▸ **TASK GOAL**
Would you write out all of the data exactly as it appears below?

▸ **RECORD EXCERPTS**
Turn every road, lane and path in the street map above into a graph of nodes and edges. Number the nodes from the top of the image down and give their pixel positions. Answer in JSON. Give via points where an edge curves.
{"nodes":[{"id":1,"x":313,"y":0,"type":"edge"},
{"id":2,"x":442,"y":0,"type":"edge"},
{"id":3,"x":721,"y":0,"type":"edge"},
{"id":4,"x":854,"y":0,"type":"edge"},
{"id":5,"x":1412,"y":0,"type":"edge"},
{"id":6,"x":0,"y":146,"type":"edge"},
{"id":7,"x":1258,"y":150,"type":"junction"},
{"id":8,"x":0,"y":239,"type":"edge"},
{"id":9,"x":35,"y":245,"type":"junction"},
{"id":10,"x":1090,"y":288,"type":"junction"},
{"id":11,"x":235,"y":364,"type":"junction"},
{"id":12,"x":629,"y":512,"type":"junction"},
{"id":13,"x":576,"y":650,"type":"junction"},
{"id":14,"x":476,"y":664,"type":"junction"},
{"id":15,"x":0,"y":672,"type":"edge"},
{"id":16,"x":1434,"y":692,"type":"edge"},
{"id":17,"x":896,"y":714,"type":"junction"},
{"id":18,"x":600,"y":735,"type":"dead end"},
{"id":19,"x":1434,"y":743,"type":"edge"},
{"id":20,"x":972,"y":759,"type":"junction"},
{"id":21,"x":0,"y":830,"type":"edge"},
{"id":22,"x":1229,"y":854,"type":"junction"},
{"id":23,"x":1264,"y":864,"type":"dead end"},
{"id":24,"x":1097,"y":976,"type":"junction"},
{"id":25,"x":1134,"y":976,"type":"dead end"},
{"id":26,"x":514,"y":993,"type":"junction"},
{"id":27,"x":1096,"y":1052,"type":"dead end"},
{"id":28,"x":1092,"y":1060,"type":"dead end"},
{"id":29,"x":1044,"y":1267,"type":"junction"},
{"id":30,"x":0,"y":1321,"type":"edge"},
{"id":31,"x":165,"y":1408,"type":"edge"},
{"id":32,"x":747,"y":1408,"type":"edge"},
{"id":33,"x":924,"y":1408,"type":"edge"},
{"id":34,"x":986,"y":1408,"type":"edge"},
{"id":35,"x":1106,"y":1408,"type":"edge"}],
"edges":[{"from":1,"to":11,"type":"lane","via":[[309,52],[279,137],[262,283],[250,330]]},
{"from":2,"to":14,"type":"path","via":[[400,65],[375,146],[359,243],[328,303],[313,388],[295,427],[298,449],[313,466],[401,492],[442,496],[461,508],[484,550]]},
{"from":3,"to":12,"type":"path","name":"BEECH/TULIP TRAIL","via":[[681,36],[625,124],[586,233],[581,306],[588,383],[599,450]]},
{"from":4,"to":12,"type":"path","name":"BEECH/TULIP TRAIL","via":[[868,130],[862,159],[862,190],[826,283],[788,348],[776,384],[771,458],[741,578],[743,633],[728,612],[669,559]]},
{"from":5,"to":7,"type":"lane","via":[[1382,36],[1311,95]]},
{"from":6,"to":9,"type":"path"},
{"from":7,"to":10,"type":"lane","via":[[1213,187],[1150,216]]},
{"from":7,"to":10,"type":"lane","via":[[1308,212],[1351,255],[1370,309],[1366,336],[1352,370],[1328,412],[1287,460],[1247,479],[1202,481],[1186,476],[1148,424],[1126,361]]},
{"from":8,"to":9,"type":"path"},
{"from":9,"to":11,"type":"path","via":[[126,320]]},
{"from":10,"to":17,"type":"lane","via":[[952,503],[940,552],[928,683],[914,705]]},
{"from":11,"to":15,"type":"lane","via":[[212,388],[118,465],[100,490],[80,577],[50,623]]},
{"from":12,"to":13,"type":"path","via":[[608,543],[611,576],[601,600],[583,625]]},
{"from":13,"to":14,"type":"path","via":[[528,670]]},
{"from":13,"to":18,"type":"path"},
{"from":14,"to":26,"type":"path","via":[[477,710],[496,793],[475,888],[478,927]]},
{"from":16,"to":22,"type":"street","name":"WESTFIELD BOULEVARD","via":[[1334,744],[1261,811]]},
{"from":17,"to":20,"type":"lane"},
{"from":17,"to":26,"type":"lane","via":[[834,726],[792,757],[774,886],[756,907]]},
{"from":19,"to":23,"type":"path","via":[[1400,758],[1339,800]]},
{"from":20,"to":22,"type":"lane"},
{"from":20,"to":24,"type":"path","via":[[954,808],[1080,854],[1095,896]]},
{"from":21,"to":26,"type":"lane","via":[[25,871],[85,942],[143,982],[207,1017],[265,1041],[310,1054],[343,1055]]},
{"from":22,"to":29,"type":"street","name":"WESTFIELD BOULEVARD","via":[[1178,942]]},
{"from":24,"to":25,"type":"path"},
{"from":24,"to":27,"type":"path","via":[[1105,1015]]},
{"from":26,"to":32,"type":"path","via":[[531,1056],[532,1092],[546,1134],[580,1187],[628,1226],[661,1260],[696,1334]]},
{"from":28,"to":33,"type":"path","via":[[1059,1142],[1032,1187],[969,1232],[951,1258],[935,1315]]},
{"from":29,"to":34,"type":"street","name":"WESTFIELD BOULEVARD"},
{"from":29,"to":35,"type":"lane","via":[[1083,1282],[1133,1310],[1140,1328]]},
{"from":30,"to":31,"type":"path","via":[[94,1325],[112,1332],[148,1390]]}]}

▸ **TASK RESULT**
Turn every road, lane and path in the street map above into a graph of nodes and edges. Number the nodes from the top of the image down and give their pixel positions. Answer in JSON. Give via points where an edge curves.
{"nodes":[{"id":1,"x":313,"y":0,"type":"edge"},
{"id":2,"x":442,"y":0,"type":"edge"},
{"id":3,"x":721,"y":0,"type":"edge"},
{"id":4,"x":854,"y":0,"type":"edge"},
{"id":5,"x":1412,"y":0,"type":"edge"},
{"id":6,"x":0,"y":146,"type":"edge"},
{"id":7,"x":1258,"y":150,"type":"junction"},
{"id":8,"x":0,"y":239,"type":"edge"},
{"id":9,"x":35,"y":245,"type":"junction"},
{"id":10,"x":1090,"y":288,"type":"junction"},
{"id":11,"x":235,"y":364,"type":"junction"},
{"id":12,"x":629,"y":512,"type":"junction"},
{"id":13,"x":576,"y":650,"type":"junction"},
{"id":14,"x":476,"y":664,"type":"junction"},
{"id":15,"x":0,"y":672,"type":"edge"},
{"id":16,"x":1434,"y":692,"type":"edge"},
{"id":17,"x":896,"y":714,"type":"junction"},
{"id":18,"x":600,"y":735,"type":"dead end"},
{"id":19,"x":1434,"y":743,"type":"edge"},
{"id":20,"x":972,"y":759,"type":"junction"},
{"id":21,"x":0,"y":830,"type":"edge"},
{"id":22,"x":1229,"y":854,"type":"junction"},
{"id":23,"x":1264,"y":864,"type":"dead end"},
{"id":24,"x":1097,"y":976,"type":"junction"},
{"id":25,"x":1134,"y":976,"type":"dead end"},
{"id":26,"x":514,"y":993,"type":"junction"},
{"id":27,"x":1096,"y":1052,"type":"dead end"},
{"id":28,"x":1092,"y":1060,"type":"dead end"},
{"id":29,"x":1044,"y":1267,"type":"junction"},
{"id":30,"x":0,"y":1321,"type":"edge"},
{"id":31,"x":165,"y":1408,"type":"edge"},
{"id":32,"x":747,"y":1408,"type":"edge"},
{"id":33,"x":924,"y":1408,"type":"edge"},
{"id":34,"x":986,"y":1408,"type":"edge"},
{"id":35,"x":1106,"y":1408,"type":"edge"}],
"edges":[{"from":1,"to":11,"type":"lane","via":[[309,52],[279,137],[262,283],[250,330]]},
{"from":2,"to":14,"type":"path","via":[[400,65],[375,146],[359,243],[328,303],[313,388],[295,427],[298,449],[313,466],[401,492],[442,496],[461,508],[484,550]]},
{"from":3,"to":12,"type":"path","name":"BEECH/TULIP TRAIL","via":[[681,36],[625,124],[586,233],[581,306],[588,383],[599,450]]},
{"from":4,"to":12,"type":"path","name":"BEECH/TULIP TRAIL","via":[[868,130],[862,159],[862,190],[826,283],[788,348],[776,384],[771,458],[741,578],[743,633],[728,612],[669,559]]},
{"from":5,"to":7,"type":"lane","via":[[1382,36],[1311,95]]},
{"from":6,"to":9,"type":"path"},
{"from":7,"to":10,"type":"lane","via":[[1213,187],[1150,216]]},
{"from":7,"to":10,"type":"lane","via":[[1308,212],[1351,255],[1370,309],[1366,336],[1352,370],[1328,412],[1287,460],[1247,479],[1202,481],[1186,476],[1148,424],[1126,361]]},
{"from":8,"to":9,"type":"path"},
{"from":9,"to":11,"type":"path","via":[[126,320]]},
{"from":10,"to":17,"type":"lane","via":[[952,503],[940,552],[928,683],[914,705]]},
{"from":11,"to":15,"type":"lane","via":[[212,388],[118,465],[100,490],[80,577],[50,623]]},
{"from":12,"to":13,"type":"path","via":[[608,543],[611,576],[601,600],[583,625]]},
{"from":13,"to":14,"type":"path","via":[[528,670]]},
{"from":13,"to":18,"type":"path"},
{"from":14,"to":26,"type":"path","via":[[477,710],[496,793],[475,888],[478,927]]},
{"from":16,"to":22,"type":"street","name":"WESTFIELD BOULEVARD","via":[[1334,744],[1261,811]]},
{"from":17,"to":20,"type":"lane"},
{"from":17,"to":26,"type":"lane","via":[[834,726],[792,757],[774,886],[756,907]]},
{"from":19,"to":23,"type":"path","via":[[1400,758],[1339,800]]},
{"from":20,"to":22,"type":"lane"},
{"from":20,"to":24,"type":"path","via":[[954,808],[1080,854],[1095,896]]},
{"from":21,"to":26,"type":"lane","via":[[25,871],[85,942],[143,982],[207,1017],[265,1041],[310,1054],[343,1055]]},
{"from":22,"to":29,"type":"street","name":"WESTFIELD BOULEVARD","via":[[1178,942]]},
{"from":24,"to":25,"type":"path"},
{"from":24,"to":27,"type":"path","via":[[1105,1015]]},
{"from":26,"to":32,"type":"path","via":[[531,1056],[532,1092],[546,1134],[580,1187],[628,1226],[661,1260],[696,1334]]},
{"from":28,"to":33,"type":"path","via":[[1059,1142],[1032,1187],[969,1232],[951,1258],[935,1315]]},
{"from":29,"to":34,"type":"street","name":"WESTFIELD BOULEVARD"},
{"from":29,"to":35,"type":"lane","via":[[1083,1282],[1133,1310],[1140,1328]]},
{"from":30,"to":31,"type":"path","via":[[94,1325],[112,1332],[148,1390]]}]}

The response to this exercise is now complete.